Next year, it'll be Pierco one-piece frames, with a healthy layer of added wax.


----------



## alpha6 (May 12, 2008)

Shari,

I use Pierco (waxed) and order it directly from them. Nick is a great guy and really on the ball. They do a good job of getting great trucking rates if you are not in a hurry. (like need it tomorrow) Use them for both brood and supers. I use black for brood and white for supers. I do try and mix the new between drawn frames if I can. They pull it out quicker and straight this way. The only times I have any trouble is when it is on the end, but I had the same problem with wood, so now I never put new frames on the end.


----------



## jean-marc (Jan 13, 2005)

I use wood frames with plastic foundation. I buy it assembled ready to go. I have used Pierco in the past but when they go thru the automated uncappers they sound like they ill break, and some do. So now it's wood and plastic. No real troubles getting bees to draw it out.

Jean-Marc


----------



## Michael Bush (Aug 2, 2002)

I have over 3,000 of the PF120s now. I don't have to assemble them. I don't have to put foundation in them. They are accepted with no issues. And they are cheap. I paid less than $1 each... they are a bit more fragile than some of the other plastic frames, but that comes with being cheap. Still well worth it, IMO. the PF100s work just as well if you have deeps. 

I have NOT had the same experience of such good acceptance with other plastic frames and combs.


----------



## Beeslave (Feb 6, 2009)

Pierco one piece(wax coated) my bees didn't like. Pierco plastic foundation (wax coated)with wood frame they didn't like either. Dadant yellow colored plasticell(wax coated) with wood frame they drew out wonderfully. I had the same results with all of these over a 3 yr period.


----------



## swarm_trapper (Jun 19, 2003)

i have used both and the my bees like the wax better but it is so time consuming to put them together. just wondering here hopefully not hijacking this thread but for those of you who use the wax have you ever tried useing a few support pins instead of wire?


----------



## JPK (May 24, 2008)

My experience with Mann Lake in purchasing PF's is that the shipping is almost as high as the cost of the frames.

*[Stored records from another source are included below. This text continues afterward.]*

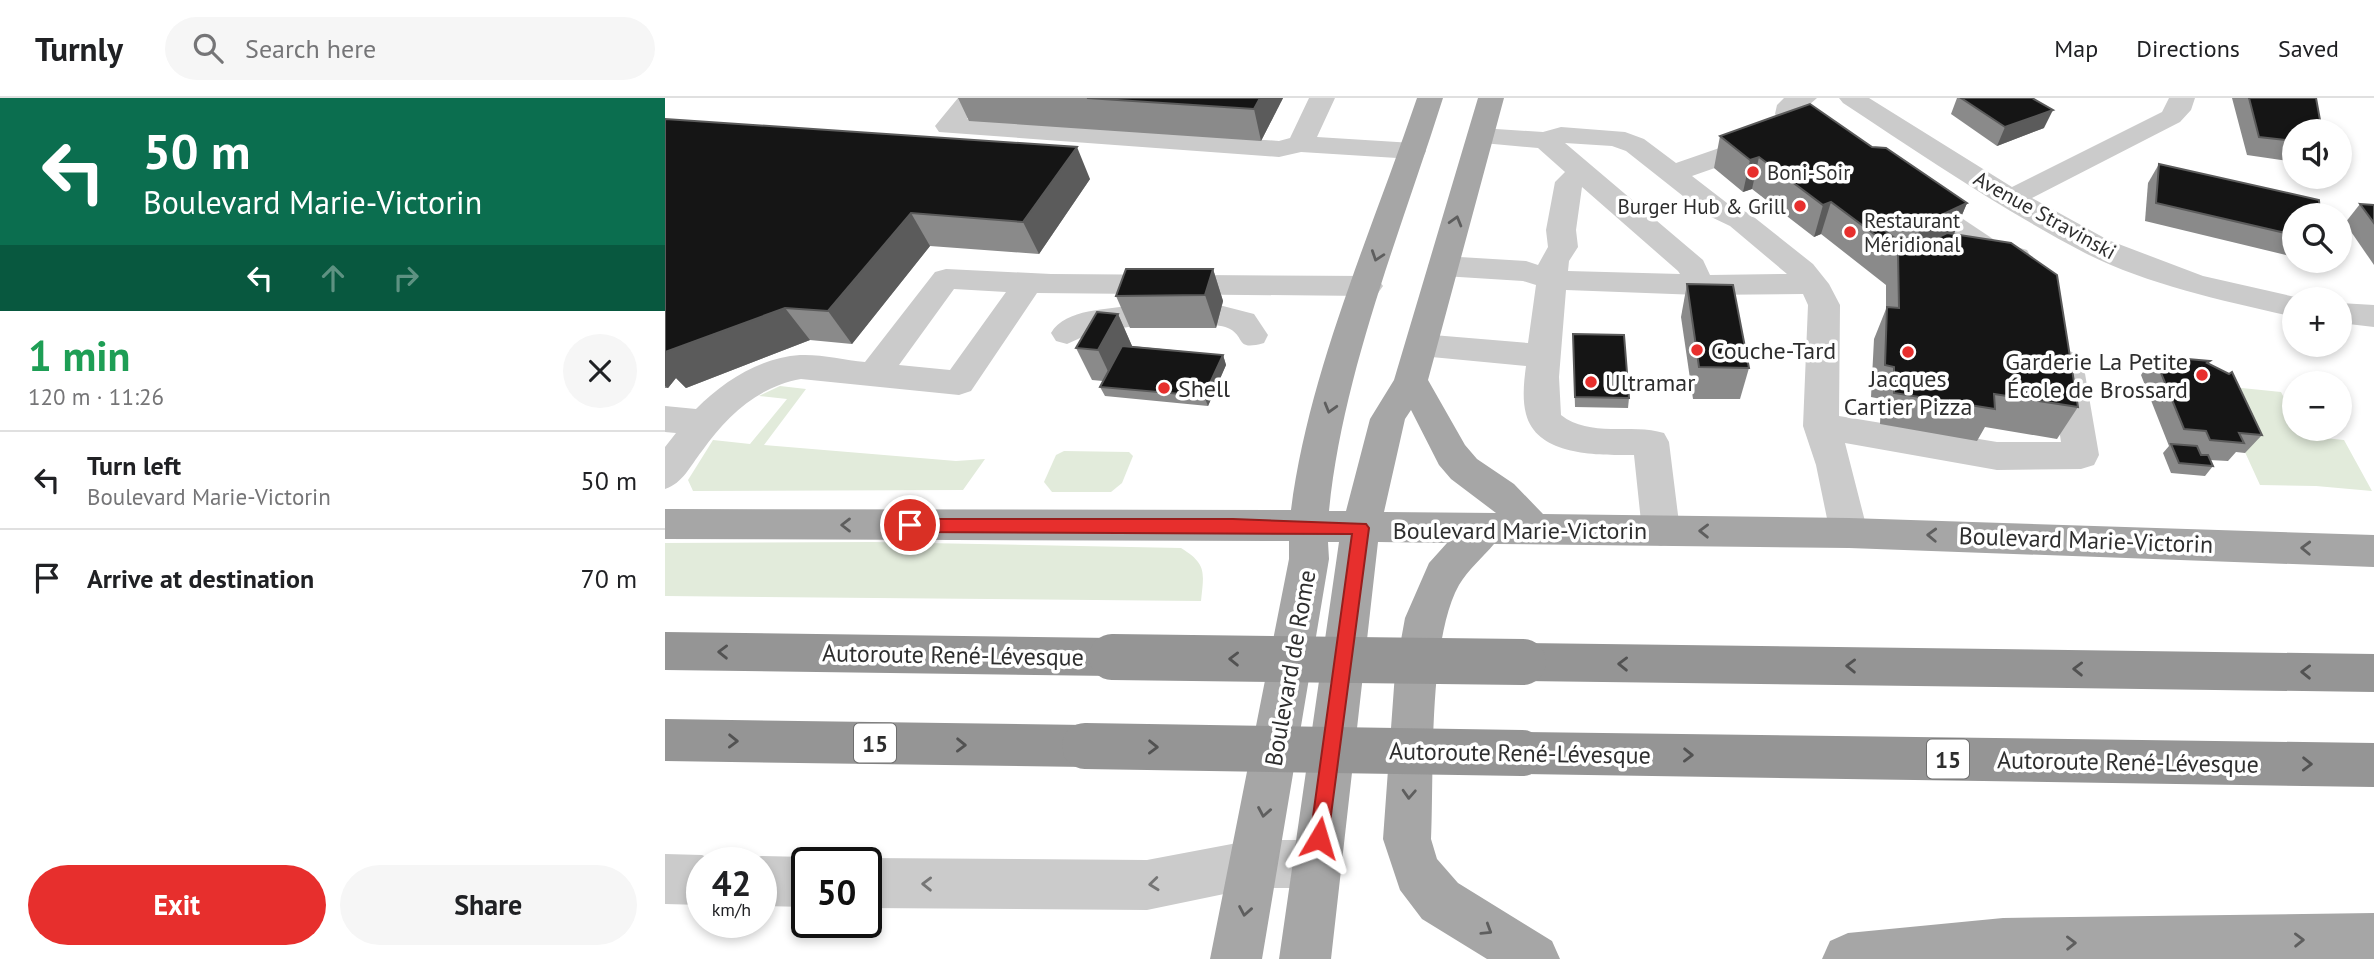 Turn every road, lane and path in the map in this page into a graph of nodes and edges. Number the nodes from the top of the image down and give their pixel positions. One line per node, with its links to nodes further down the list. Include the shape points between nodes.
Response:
1 (972, 98): 10 (street, via 948,125 1279,149)
2 (1322, 98): 10 (street)
3 (1430, 98): 11 (main road, Boulevard de Rome)
4 (1491, 98): 8 (main road, Boulevard de Rome)
5 (1852, 98): 16 (street, Avenue Stravinski)
6 (2182, 98): 16 (street, via 2171,117)
7 (1804, 113): 12 (street); 14 (street)
8 (1481, 136): 9 (street); 18 (main road, Boulevard de Rome, one-way to 8)
9 (1545, 140): 13 (street); 14 (street, via 1561,135 1616,138 1635,145)
10 (1301, 144): 11 (street)
11 (1413, 151): 23 (main road, Boulevard de Rome, one-way to 23)
12 (1856, 163)
13 (1582, 172): 19 (street, via 1569,182 1561,230 1563,247 1554,261); 22 (street, via 1692,267)
14 (1672, 174): 20 (street, via 1717,209 1740,220)
15 (1887, 179): 17 (street, via 1985,248 2041,260)
16 (2011, 198): 17 (street, Avenue Stravinski)
17 (2078, 238): 24 (street, Avenue Stravinski, via 2195,284)
18 (1443, 266): 19 (street, via 1526,271); 32 (main road, Boulevard de Rome)
19 (1552, 280): 22 (street); 33 (street)
20 (1813, 284): 22 (street); 38 (street, via 1824,305)
21 (1027, 285): 23 (street); 34 (street, via 946,279); 34 (street, via 959,383)
22 (1699, 285)
23 (1367, 286): 41 (main road, Boulevard de Rome, one-way to 41, via 1323,434)
24 (2282, 304)
25 (2352, 314): 28 (street)
26 (1134, 316): 30 (street, via 1080,325)
27 (1219, 316): 31 (street, via 1241,319)
28 (2374, 316)
29 (2061, 332): 38 (street, via 2081,455 1997,456)
30 (1067, 333)
31 (1252, 335)
32 (1421, 345): 33 (street); 35 (main road, Boulevard de Rome)
33 (1544, 356): 45 (street, via 1541,401 1548,424 1584,439 1651,442)
34 (873, 375): 37 (street, via 801,367 782,370 741,388)
35 (1411, 381): 42 (main road, Boulevard de Rome, via 1388,419); 44 (main road, via 1452,455 1501,494)
36 (665, 419): 37 (street)
37 (702, 422): 39 (street)
38 (1821, 426): 46 (street)
39 (665, 475)
40 (665, 524): 41 (main road, Boulevard Marie-Victorin, one-way to 40)
41 (1307, 527): 42 (main road, Boulevard Marie-Victorin); 52 (main road, Boulevard de Rome, one-way to 52, via 1310,559)
42 (1361, 528): 43 (main road, Boulevard Marie-Victorin); 53 (main road, Boulevard de Rome)
43 (1484, 529): 44 (main road, Boulevard Marie-Victorin); 60 (main road, one-way to 60, via 1443,575 1426,618 1416,673 1408,839 1417,873 1440,901)
44 (1534, 529): 45 (main road, Boulevard Marie-Victorin)
45 (1661, 531): 46 (main road, Boulevard Marie-Victorin, one-way to 45)
46 (1849, 533): 47 (main road, Boulevard Marie-Victorin, one-way to 46)
47 (2374, 551)
48 (665, 651): 49 (highway, Autoroute René-Lévesque, one-way to 48, bridge)
49 (2374, 673)
50 (665, 740): 51 (highway, Autoroute René-Lévesque / 15, one-way to 51, bridge)
51 (2374, 765)
52 (1253, 863): 53 (street); 56 (street, one-way to 56, via 1147,885); 58 (main road, Boulevard de Rome, one-way to 58)
53 (1316, 864): 59 (main road, Boulevard de Rome)
54 (665, 879): 55 (street)
55 (686, 880)
56 (882, 883)
57 (2374, 939): 61 (main road, one-way to 57, via 2003,944)
58 (1236, 959)
59 (1305, 959)
60 (1534, 959)
61 (1848, 959)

When I start pushing $2 per frame v .63 per wood plus foundation/starter strip and assembly it starts pushing me back to Wood


----------



## JohnK and Sheri (Nov 28, 2004)

Swarm_trapper
We put longer staples into the end bars for support, slip the foundation between the staple legs, no need to wire if you handle them carefully the first year. Leave it to John to find a cheap way to skin the cat.  I think it would probably not work for deeps if you extract them but for brood it's fine, or with mediums for supers, if you spin them easy the first year. We do use extra heavy wax, 5 sheets to the pound for deeps, 9 sheets (I think?) to # for mediums. 
Still takes longer than plastic to put together, but no polished foundation to deal with ever. 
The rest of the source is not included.